Dad keeps quiet to avoid shaming kids

An 82-year-old man went to the Singapore Buddhist Lodge for free meals, because he got a total of $200 a month from his four grown children.

Despite his plight, he declined to name his children or apply to the courts under the Maintenance of Parents Act in order to compel them to support him. His reason? He did not want to bring shame to his family.

The report was published in The New Paper in August 2009.

Tribunal rules for kid to give more cash

A 66-year-old mother approached the Tribunal for the Maintenance of Parents (TMP) for an increase in monthly allowance from her children.

She wanted her son, a 36-year-old financial advisor, to give her $650 a month, up from the $400 a month he had been giving her.

She also wanted her daughter, in her late 40s, to pay her $400 a month, up from $200. In the end, the tribunal allowed the financial adviser to continue paying his mother $400 a month, after he showed that he had been transferring that amount into her bank account every month.

His sister was ordered to increase the monthly allowance to $400 a month.

This report was published in The New Paper in August 2009.

Spendthrift son neglects mum

A lawyer rejected his mother's pleas to support her, but went on overseas holidays and ate at expensive restaurants.

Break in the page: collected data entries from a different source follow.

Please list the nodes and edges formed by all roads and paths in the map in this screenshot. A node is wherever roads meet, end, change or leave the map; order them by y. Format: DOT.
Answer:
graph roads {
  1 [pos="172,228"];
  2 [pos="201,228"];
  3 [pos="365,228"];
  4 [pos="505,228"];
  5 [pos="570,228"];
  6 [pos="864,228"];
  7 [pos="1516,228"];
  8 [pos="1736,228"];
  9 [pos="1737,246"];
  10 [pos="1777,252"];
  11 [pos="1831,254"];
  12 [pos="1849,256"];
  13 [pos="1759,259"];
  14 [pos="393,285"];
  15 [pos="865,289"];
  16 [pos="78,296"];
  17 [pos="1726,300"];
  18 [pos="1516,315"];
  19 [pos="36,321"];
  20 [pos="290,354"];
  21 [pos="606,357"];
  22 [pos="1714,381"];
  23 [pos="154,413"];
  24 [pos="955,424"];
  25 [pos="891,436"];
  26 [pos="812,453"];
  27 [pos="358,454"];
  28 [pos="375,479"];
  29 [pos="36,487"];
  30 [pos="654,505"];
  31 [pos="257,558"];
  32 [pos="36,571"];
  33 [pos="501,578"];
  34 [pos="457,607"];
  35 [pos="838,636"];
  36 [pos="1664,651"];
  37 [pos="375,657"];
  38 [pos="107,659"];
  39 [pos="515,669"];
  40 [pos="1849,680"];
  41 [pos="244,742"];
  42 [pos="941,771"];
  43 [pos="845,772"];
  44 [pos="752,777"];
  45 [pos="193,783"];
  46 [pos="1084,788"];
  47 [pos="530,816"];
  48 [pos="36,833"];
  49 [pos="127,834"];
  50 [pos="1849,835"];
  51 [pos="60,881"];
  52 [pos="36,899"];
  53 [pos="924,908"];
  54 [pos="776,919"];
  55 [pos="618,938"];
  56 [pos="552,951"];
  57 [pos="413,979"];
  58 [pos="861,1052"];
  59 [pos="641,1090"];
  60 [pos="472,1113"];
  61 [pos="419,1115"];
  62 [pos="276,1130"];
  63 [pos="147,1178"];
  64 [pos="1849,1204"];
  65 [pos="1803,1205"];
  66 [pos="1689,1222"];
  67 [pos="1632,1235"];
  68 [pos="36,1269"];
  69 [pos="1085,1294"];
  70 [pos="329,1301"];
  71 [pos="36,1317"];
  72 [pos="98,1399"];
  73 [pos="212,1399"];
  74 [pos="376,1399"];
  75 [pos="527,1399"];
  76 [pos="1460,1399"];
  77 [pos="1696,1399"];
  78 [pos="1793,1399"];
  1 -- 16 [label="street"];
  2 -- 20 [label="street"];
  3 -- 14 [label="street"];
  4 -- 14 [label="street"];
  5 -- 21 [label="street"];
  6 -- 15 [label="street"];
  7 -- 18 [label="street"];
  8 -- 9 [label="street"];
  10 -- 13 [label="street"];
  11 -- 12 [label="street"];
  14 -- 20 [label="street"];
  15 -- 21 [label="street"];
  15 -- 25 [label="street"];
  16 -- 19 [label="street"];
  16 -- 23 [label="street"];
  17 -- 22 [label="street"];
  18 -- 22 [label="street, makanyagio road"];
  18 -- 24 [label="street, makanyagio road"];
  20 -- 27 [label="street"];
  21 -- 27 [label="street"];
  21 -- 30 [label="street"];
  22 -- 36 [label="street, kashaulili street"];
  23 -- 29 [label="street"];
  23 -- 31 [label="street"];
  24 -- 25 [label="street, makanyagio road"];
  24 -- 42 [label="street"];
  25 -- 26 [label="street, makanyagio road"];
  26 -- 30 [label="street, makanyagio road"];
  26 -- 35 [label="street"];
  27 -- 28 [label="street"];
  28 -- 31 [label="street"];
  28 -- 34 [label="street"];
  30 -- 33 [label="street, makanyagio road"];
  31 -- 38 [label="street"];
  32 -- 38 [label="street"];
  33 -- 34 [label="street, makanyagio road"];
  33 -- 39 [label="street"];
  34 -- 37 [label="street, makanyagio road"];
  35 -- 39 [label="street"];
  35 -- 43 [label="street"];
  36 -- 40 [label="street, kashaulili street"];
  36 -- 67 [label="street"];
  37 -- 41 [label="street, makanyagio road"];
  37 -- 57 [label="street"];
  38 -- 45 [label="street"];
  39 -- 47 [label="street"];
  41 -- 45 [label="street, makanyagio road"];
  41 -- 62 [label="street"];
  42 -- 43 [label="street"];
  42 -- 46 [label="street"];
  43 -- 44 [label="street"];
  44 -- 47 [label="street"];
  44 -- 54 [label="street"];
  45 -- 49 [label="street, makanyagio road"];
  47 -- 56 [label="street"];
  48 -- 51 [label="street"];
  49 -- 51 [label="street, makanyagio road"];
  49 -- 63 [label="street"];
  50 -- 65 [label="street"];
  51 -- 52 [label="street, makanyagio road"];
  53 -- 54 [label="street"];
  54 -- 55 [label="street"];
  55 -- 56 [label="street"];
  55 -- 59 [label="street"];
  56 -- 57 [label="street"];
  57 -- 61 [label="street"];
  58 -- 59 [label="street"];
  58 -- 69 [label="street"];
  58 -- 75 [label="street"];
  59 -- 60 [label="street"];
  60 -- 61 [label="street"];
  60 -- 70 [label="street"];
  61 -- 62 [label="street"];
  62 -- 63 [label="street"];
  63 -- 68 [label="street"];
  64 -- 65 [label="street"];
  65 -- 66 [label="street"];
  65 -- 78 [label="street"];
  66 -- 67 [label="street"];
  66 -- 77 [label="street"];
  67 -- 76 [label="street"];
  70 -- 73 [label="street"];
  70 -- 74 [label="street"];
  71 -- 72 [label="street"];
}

The example was cited in Parliament in November 2010 by now Speaker of Parliament and MP for Jurong GRC Madam Halimah Yacob.

Madam Halimah said in Malay: "The son was earning thousands of dollars but was unwilling to take care of his family."

She added: "Should such a child be allowed to run away from his responsibilities?"

Mum needed rations, son not contactable A woman who was in the rag and bone (karang guni) trade sought food rations and financial support regularly from her grassroots leaders. Her son could not be contacted by phone, said Member of Parliament Ms Denise Phua, who took care of Jalan Besar GRC then.

The example was also cited in Parliament in November 2010.

Man approached TMP to get siblings to help support dad

A man who was earning $2,000 a month filed an application to the TMP in a bid to get his five siblings to contribute towards his father's medical bills.

His 87-year-old father, who was receiving a monthly pension of $700, had been hospitalised since December 2010.

He claimed that his salary, in addition to this father's pension, was not enough to foot his medical bills, which came up to thousands of dollars.

This report was published in The New Paper in February 2011.